(Exercise input)
• • • • • • •

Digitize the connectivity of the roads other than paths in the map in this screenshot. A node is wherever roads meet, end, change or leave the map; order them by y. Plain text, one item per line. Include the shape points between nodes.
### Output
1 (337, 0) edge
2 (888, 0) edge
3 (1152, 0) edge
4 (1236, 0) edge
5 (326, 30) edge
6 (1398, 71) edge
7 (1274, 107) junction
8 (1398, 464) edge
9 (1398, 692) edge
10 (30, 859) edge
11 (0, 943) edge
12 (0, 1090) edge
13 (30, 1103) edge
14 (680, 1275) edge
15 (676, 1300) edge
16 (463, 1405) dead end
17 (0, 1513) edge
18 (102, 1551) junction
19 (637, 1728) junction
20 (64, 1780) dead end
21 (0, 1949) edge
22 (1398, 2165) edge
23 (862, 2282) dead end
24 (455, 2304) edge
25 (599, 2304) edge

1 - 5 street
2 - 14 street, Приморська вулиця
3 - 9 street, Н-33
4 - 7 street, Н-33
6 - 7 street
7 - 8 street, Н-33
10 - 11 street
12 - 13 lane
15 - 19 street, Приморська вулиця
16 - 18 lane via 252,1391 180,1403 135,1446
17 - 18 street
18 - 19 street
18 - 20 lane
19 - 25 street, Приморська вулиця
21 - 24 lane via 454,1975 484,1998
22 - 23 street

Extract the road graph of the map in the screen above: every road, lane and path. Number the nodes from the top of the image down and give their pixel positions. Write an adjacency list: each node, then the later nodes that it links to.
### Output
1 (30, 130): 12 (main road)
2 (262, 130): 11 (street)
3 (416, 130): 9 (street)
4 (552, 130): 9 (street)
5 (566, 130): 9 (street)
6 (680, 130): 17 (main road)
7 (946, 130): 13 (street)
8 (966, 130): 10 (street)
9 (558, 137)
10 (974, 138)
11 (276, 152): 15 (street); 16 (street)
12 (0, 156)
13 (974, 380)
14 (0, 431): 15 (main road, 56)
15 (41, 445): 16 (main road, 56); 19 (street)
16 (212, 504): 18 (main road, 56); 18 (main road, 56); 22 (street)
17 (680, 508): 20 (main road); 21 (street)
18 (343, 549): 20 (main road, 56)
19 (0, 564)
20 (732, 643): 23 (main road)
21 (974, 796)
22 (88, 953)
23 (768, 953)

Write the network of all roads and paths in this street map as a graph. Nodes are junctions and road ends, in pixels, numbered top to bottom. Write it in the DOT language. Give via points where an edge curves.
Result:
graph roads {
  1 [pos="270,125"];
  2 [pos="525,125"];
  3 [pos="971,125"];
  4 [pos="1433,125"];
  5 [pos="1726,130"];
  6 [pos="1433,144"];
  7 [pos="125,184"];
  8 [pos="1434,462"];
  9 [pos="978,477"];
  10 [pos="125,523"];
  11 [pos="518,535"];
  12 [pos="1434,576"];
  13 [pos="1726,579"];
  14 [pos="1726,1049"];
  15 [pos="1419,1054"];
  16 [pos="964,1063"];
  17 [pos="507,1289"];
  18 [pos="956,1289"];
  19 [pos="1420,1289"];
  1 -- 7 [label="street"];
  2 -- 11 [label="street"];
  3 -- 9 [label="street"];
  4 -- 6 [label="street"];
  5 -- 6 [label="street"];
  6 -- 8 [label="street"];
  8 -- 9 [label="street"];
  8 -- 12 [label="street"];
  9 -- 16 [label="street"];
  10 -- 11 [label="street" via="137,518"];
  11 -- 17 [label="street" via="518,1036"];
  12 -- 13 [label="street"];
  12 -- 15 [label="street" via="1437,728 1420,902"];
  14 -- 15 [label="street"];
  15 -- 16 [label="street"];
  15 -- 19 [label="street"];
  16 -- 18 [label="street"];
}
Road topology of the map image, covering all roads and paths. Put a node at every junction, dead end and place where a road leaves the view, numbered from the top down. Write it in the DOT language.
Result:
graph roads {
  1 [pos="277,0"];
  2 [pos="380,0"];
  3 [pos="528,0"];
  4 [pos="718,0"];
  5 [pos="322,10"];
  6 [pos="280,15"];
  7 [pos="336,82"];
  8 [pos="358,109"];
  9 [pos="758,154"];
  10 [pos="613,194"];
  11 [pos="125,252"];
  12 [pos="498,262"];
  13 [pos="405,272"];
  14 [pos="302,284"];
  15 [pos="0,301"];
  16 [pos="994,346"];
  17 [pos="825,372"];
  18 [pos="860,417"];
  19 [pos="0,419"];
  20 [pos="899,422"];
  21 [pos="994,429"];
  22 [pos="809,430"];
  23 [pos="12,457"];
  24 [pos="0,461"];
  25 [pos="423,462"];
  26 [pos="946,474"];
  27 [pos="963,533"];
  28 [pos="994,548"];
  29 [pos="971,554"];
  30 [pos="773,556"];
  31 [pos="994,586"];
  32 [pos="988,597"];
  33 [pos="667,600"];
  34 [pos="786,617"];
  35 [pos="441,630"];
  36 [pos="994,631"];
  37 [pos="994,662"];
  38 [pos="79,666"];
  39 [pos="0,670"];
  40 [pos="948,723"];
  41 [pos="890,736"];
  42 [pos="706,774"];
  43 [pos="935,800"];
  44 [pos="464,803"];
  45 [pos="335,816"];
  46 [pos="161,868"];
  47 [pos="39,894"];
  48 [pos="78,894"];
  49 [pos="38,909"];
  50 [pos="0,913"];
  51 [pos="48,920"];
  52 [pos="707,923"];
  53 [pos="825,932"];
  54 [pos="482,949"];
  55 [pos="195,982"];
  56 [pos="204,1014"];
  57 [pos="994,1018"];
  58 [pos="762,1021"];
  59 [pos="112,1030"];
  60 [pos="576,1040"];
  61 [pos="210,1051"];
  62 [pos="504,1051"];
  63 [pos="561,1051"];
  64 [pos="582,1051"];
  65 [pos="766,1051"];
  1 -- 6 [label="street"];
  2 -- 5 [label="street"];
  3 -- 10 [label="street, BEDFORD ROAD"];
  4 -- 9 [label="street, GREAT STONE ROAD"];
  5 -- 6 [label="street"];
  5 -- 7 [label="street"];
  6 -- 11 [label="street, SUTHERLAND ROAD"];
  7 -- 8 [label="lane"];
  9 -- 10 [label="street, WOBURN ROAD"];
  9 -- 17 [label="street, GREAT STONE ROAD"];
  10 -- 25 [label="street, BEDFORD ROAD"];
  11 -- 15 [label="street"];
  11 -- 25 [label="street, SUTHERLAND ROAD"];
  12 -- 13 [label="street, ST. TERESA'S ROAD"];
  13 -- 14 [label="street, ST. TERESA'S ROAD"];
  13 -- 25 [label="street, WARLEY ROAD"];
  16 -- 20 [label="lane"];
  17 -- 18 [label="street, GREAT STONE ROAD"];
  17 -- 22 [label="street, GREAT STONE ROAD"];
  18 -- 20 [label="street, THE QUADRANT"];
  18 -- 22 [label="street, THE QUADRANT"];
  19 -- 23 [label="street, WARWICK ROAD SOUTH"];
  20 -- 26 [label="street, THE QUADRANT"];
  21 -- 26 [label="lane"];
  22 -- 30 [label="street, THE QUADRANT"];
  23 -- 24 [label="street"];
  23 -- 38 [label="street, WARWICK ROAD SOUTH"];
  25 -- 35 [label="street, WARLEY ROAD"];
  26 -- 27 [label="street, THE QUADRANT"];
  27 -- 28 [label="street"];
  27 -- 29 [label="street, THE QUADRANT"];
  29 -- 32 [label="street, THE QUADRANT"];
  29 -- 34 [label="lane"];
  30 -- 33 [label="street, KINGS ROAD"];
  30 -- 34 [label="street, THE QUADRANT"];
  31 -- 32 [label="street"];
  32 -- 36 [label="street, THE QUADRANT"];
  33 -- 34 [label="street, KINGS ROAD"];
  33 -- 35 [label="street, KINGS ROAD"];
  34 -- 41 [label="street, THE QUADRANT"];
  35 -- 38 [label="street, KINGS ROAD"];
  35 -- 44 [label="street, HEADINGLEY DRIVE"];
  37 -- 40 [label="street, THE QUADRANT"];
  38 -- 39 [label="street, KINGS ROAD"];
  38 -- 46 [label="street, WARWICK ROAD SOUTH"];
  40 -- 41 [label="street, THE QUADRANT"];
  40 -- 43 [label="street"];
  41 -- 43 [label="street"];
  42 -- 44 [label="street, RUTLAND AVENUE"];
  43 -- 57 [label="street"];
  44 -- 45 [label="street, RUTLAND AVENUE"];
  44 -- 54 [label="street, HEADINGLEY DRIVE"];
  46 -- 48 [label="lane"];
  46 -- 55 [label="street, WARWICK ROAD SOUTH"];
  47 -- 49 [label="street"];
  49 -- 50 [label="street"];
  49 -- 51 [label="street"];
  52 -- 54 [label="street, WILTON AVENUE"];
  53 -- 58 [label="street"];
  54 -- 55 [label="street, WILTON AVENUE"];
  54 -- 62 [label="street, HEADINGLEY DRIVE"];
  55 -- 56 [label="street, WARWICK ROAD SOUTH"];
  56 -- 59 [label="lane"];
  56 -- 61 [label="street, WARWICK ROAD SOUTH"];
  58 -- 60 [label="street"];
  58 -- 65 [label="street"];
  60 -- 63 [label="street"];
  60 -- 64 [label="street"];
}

• • • • • • •

(Exercise requirements) Please report the number of lines in this material holding the word "QUADRANT", and add no other words.

(Solution for this exercise) 12